(Dataset records)
━━━━━━━━

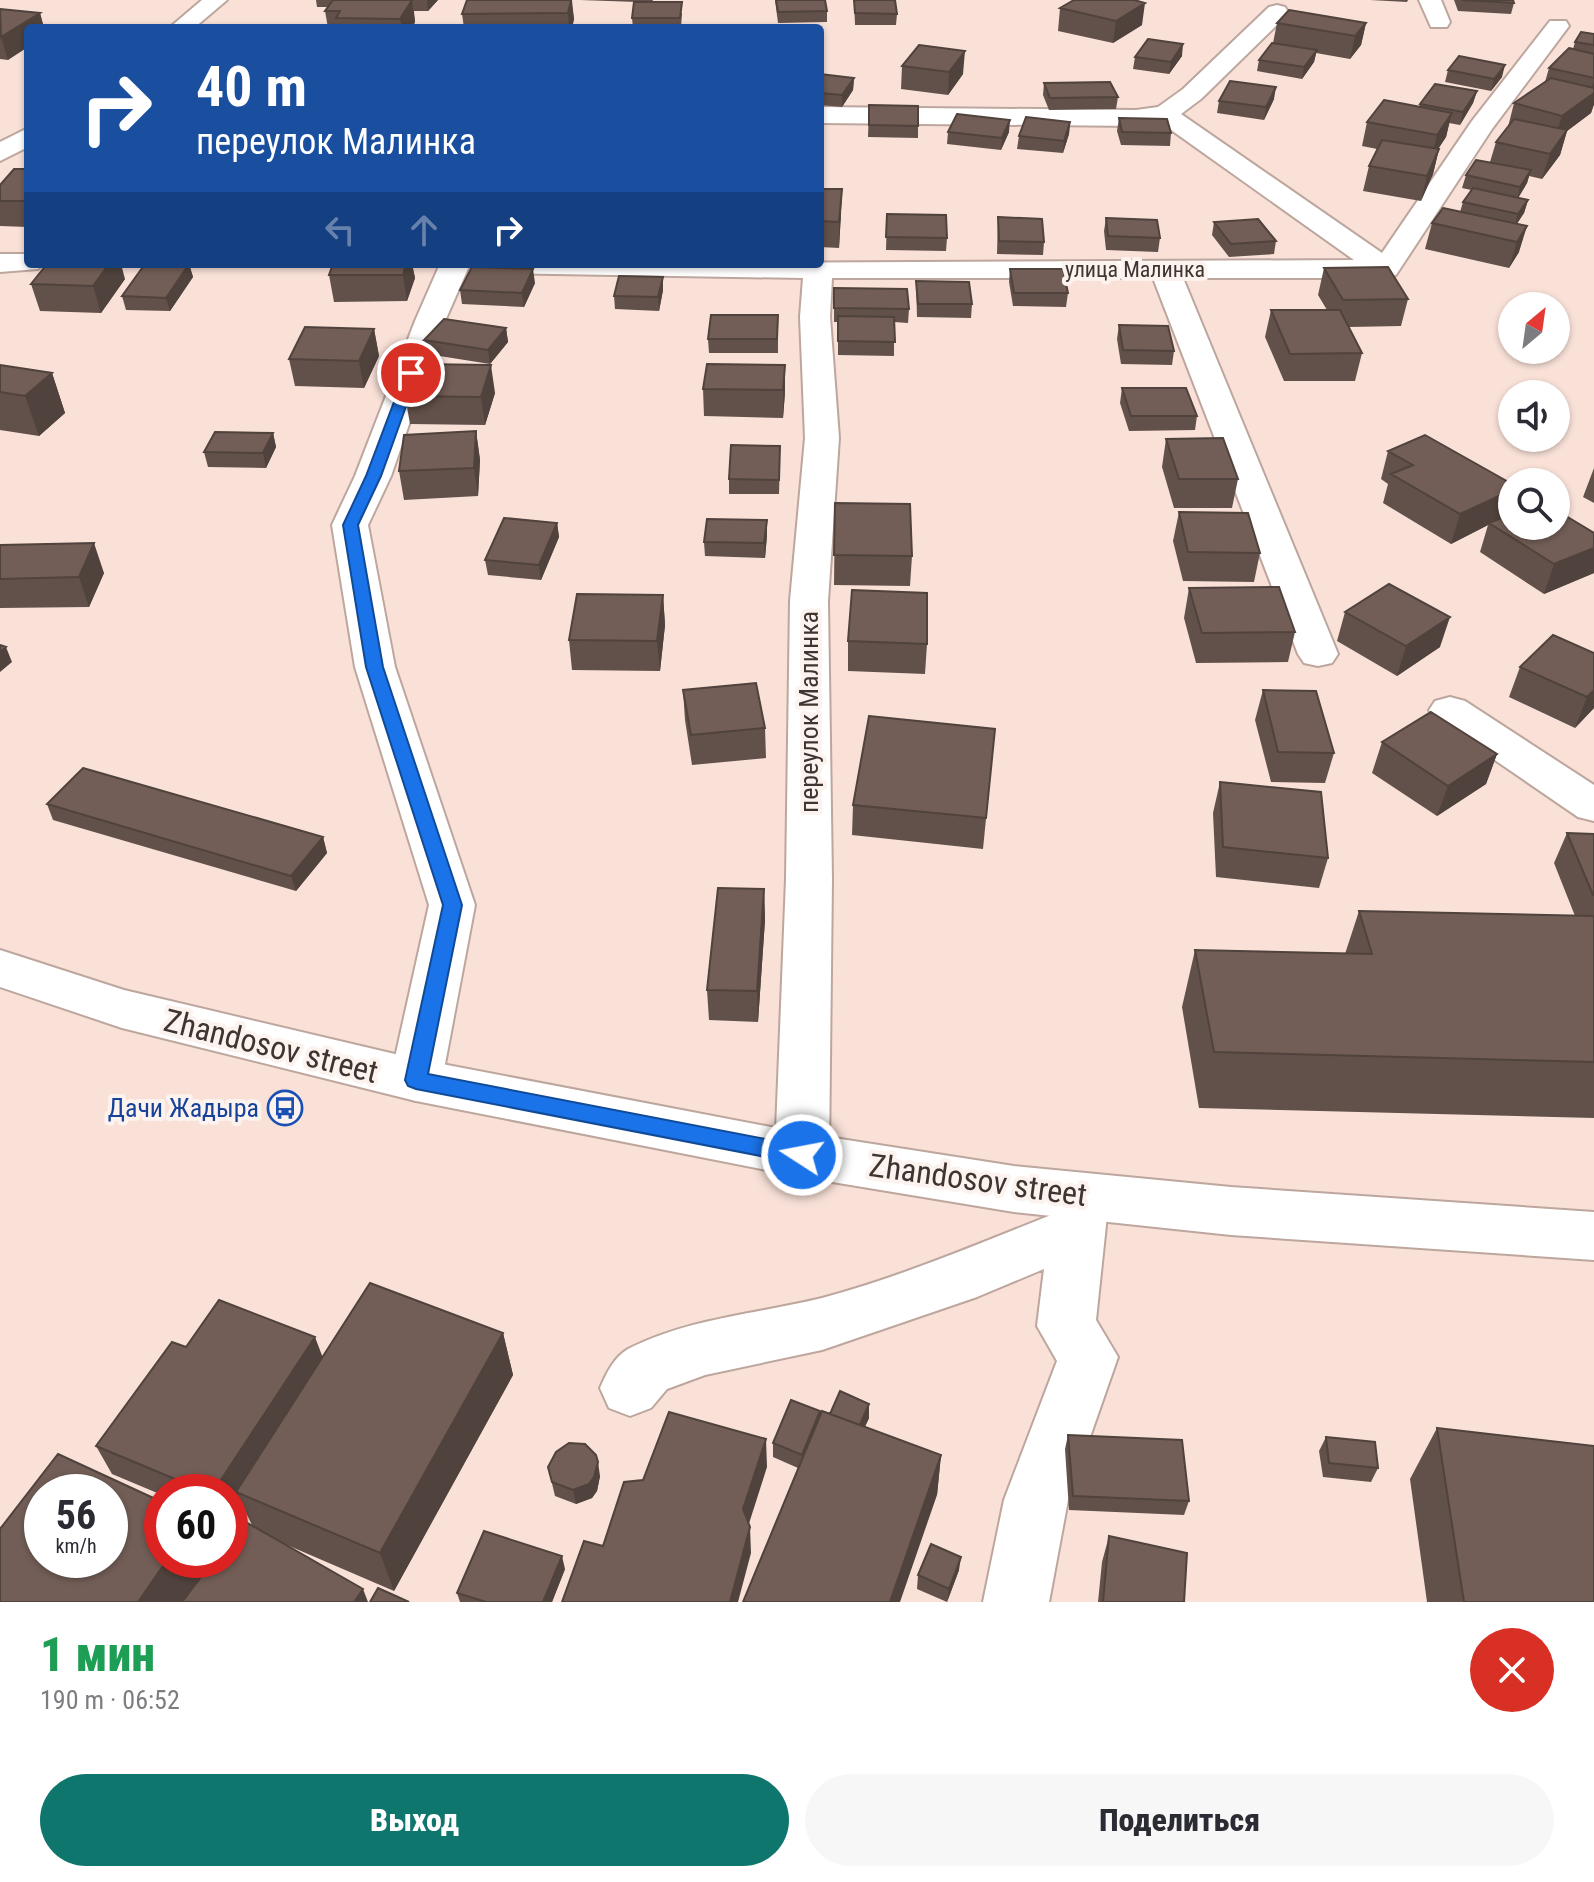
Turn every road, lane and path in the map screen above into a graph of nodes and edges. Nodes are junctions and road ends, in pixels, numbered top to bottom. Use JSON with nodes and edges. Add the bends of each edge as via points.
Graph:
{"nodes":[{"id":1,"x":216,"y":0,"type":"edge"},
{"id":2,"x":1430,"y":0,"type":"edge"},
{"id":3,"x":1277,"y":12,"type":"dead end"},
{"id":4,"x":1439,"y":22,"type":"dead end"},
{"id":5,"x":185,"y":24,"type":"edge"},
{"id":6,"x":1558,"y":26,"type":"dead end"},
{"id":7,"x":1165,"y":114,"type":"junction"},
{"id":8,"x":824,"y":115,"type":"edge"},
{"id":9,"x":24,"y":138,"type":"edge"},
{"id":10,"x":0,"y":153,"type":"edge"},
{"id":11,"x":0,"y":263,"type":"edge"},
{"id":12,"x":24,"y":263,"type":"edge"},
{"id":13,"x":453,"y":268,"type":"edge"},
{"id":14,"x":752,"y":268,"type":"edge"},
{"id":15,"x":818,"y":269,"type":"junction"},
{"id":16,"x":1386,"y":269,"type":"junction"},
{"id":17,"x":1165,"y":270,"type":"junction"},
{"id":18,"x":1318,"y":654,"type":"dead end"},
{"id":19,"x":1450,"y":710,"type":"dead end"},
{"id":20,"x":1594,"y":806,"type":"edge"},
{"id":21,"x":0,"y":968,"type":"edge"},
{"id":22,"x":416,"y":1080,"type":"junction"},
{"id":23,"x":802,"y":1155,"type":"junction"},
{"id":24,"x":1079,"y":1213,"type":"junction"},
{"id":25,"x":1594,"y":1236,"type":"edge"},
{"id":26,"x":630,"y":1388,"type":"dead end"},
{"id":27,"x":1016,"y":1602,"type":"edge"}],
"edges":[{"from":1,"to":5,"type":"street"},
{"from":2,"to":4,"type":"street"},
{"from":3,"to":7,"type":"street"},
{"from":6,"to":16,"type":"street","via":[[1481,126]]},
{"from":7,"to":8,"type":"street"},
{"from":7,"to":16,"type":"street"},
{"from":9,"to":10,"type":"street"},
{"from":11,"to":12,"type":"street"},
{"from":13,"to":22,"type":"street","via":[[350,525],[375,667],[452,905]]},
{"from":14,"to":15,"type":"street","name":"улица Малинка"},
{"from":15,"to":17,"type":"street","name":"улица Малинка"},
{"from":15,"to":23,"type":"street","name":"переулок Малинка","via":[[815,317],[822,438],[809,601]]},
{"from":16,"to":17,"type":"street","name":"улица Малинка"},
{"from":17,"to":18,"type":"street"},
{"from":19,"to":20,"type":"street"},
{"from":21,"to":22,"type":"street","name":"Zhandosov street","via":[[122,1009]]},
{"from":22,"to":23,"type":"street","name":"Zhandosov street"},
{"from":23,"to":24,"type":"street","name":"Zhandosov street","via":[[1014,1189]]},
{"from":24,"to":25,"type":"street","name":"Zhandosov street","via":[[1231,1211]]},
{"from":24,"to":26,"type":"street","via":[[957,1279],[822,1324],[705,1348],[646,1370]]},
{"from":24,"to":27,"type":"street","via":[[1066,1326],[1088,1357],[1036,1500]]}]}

━━━━━━━━

### [Aim of the exercise]
Drop the images and quote the entries word for word.

### [Task output]
Turn every road, lane and path in the map screen above into a graph of nodes and edges. Nodes are junctions and road ends, in pixels, numbered top to bottom. Use JSON with nodes and edges. Add the bends of each edge as via points.
Graph:
{"nodes":[{"id":1,"x":216,"y":0,"type":"edge"},
{"id":2,"x":1430,"y":0,"type":"edge"},
{"id":3,"x":1277,"y":12,"type":"dead end"},
{"id":4,"x":1439,"y":22,"type":"dead end"},
{"id":5,"x":185,"y":24,"type":"edge"},
{"id":6,"x":1558,"y":26,"type":"dead end"},
{"id":7,"x":1165,"y":114,"type":"junction"},
{"id":8,"x":824,"y":115,"type":"edge"},
{"id":9,"x":24,"y":138,"type":"edge"},
{"id":10,"x":0,"y":153,"type":"edge"},
{"id":11,"x":0,"y":263,"type":"edge"},
{"id":12,"x":24,"y":263,"type":"edge"},
{"id":13,"x":453,"y":268,"type":"edge"},
{"id":14,"x":752,"y":268,"type":"edge"},
{"id":15,"x":818,"y":269,"type":"junction"},
{"id":16,"x":1386,"y":269,"type":"junction"},
{"id":17,"x":1165,"y":270,"type":"junction"},
{"id":18,"x":1318,"y":654,"type":"dead end"},
{"id":19,"x":1450,"y":710,"type":"dead end"},
{"id":20,"x":1594,"y":806,"type":"edge"},
{"id":21,"x":0,"y":968,"type":"edge"},
{"id":22,"x":416,"y":1080,"type":"junction"},
{"id":23,"x":802,"y":1155,"type":"junction"},
{"id":24,"x":1079,"y":1213,"type":"junction"},
{"id":25,"x":1594,"y":1236,"type":"edge"},
{"id":26,"x":630,"y":1388,"type":"dead end"},
{"id":27,"x":1016,"y":1602,"type":"edge"}],
"edges":[{"from":1,"to":5,"type":"street"},
{"from":2,"to":4,"type":"street"},
{"from":3,"to":7,"type":"street"},
{"from":6,"to":16,"type":"street","via":[[1481,126]]},
{"from":7,"to":8,"type":"street"},
{"from":7,"to":16,"type":"street"},
{"from":9,"to":10,"type":"street"},
{"from":11,"to":12,"type":"street"},
{"from":13,"to":22,"type":"street","via":[[350,525],[375,667],[452,905]]},
{"from":14,"to":15,"type":"street","name":"улица Малинка"},
{"from":15,"to":17,"type":"street","name":"улица Малинка"},
{"from":15,"to":23,"type":"street","name":"переулок Малинка","via":[[815,317],[822,438],[809,601]]},
{"from":16,"to":17,"type":"street","name":"улица Малинка"},
{"from":17,"to":18,"type":"street"},
{"from":19,"to":20,"type":"street"},
{"from":21,"to":22,"type":"street","name":"Zhandosov street","via":[[122,1009]]},
{"from":22,"to":23,"type":"street","name":"Zhandosov street"},
{"from":23,"to":24,"type":"street","name":"Zhandosov street","via":[[1014,1189]]},
{"from":24,"to":25,"type":"street","name":"Zhandosov street","via":[[1231,1211]]},
{"from":24,"to":26,"type":"street","via":[[957,1279],[822,1324],[705,1348],[646,1370]]},
{"from":24,"to":27,"type":"street","via":[[1066,1326],[1088,1357],[1036,1500]]}]}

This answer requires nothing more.